**What to work on**
Go line by line through the entries and show those that hold the string "Drive".

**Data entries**
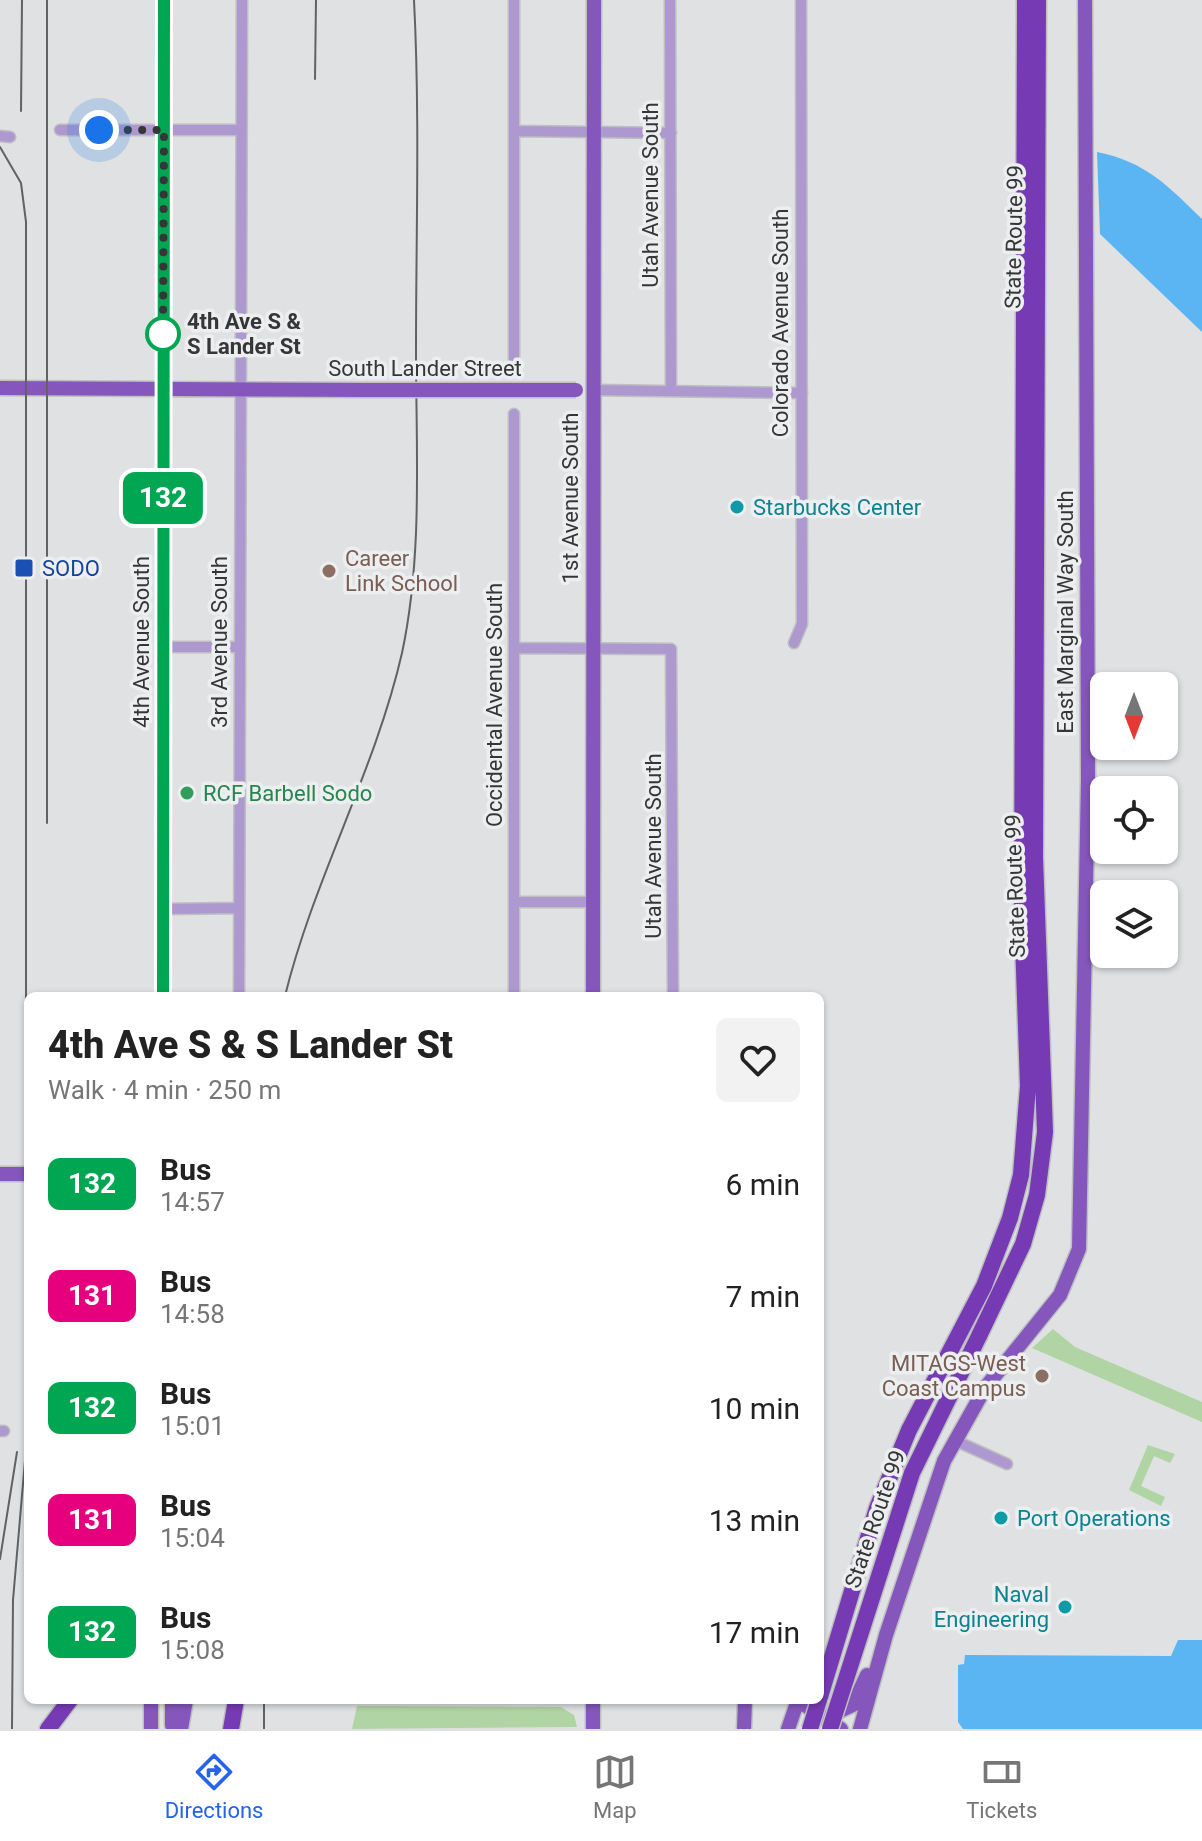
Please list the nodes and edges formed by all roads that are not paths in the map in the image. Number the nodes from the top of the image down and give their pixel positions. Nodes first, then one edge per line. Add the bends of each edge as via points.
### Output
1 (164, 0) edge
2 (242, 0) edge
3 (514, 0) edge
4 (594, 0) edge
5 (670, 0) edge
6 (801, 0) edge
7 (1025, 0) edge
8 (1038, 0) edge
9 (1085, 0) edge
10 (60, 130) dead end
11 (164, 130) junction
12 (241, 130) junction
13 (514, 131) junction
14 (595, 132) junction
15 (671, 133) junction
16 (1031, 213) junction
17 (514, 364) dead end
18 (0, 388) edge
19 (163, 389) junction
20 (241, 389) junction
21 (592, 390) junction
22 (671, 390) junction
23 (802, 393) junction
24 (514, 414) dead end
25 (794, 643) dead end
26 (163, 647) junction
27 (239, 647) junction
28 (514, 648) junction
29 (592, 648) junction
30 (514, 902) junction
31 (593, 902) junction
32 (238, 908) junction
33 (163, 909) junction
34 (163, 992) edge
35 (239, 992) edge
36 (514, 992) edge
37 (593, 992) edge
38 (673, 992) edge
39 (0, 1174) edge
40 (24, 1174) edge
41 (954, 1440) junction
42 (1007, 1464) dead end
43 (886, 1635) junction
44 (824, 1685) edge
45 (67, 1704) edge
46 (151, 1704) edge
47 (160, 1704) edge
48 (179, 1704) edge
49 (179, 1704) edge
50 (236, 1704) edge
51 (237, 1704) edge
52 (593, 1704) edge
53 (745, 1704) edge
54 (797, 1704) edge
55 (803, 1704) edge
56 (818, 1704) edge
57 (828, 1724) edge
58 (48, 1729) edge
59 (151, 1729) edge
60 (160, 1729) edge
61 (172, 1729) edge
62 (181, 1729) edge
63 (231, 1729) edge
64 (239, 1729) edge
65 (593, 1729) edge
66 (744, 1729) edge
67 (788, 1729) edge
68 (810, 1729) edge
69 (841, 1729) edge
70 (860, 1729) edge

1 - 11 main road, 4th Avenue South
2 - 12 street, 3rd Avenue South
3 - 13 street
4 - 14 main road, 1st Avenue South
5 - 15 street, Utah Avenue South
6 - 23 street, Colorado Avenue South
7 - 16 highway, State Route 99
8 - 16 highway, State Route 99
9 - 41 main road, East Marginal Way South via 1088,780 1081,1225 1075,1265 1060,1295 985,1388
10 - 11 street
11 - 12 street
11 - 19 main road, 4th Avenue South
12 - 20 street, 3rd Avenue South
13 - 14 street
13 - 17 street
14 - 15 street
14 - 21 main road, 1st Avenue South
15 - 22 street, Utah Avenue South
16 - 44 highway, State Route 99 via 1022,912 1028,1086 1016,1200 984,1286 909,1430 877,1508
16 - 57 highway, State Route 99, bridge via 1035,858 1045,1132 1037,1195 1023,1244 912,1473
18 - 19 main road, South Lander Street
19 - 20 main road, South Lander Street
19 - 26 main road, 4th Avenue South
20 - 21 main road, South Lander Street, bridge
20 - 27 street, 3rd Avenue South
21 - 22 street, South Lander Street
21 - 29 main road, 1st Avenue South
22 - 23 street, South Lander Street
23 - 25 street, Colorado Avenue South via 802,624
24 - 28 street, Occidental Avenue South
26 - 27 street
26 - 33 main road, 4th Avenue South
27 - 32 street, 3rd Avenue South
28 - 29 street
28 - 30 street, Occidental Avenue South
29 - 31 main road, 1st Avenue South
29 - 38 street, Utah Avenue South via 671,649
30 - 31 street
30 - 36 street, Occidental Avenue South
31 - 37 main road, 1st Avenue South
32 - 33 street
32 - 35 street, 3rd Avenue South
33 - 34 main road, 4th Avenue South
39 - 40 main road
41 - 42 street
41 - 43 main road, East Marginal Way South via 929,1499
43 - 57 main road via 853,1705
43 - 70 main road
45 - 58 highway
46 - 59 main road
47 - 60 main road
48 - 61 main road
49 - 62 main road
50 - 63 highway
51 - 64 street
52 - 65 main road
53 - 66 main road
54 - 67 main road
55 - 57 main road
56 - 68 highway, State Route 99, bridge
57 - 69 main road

---

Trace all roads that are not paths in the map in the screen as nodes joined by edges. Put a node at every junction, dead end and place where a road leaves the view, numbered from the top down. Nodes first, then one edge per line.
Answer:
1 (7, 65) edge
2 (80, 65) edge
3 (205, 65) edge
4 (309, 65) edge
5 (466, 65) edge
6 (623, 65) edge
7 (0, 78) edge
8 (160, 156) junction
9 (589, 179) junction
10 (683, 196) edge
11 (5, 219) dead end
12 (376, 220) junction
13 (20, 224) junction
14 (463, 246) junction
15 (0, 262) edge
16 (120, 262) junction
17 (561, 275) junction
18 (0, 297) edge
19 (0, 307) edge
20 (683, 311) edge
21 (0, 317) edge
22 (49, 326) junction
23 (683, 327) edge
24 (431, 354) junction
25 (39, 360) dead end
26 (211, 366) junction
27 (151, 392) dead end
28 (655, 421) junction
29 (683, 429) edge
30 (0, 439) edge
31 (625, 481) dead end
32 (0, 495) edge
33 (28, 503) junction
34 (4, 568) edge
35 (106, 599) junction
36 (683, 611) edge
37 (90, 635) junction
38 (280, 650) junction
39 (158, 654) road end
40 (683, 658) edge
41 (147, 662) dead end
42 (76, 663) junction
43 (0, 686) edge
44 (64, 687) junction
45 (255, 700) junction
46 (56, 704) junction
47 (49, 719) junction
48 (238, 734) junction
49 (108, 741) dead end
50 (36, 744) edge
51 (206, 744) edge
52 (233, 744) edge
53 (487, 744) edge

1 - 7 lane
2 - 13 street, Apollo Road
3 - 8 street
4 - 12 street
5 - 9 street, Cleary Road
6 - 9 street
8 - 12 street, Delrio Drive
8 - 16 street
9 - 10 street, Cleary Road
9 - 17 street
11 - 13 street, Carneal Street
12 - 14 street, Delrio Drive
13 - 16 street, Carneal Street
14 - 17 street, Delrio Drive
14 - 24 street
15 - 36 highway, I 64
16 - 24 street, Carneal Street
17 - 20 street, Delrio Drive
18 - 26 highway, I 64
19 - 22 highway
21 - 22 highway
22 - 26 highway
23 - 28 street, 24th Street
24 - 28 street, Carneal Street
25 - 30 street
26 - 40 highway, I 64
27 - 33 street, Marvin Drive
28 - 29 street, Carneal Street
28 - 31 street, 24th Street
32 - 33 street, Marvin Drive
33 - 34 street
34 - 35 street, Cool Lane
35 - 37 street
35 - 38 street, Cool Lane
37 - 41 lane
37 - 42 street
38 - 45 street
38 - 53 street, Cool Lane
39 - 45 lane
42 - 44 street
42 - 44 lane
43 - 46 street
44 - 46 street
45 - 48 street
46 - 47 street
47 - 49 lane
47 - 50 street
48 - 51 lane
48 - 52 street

**Result of this task**
8 - 12 street, Delrio Drive
12 - 14 street, Delrio Drive
14 - 17 street, Delrio Drive
17 - 20 street, Delrio Drive
27 - 33 street, Marvin Drive
32 - 33 street, Marvin Drive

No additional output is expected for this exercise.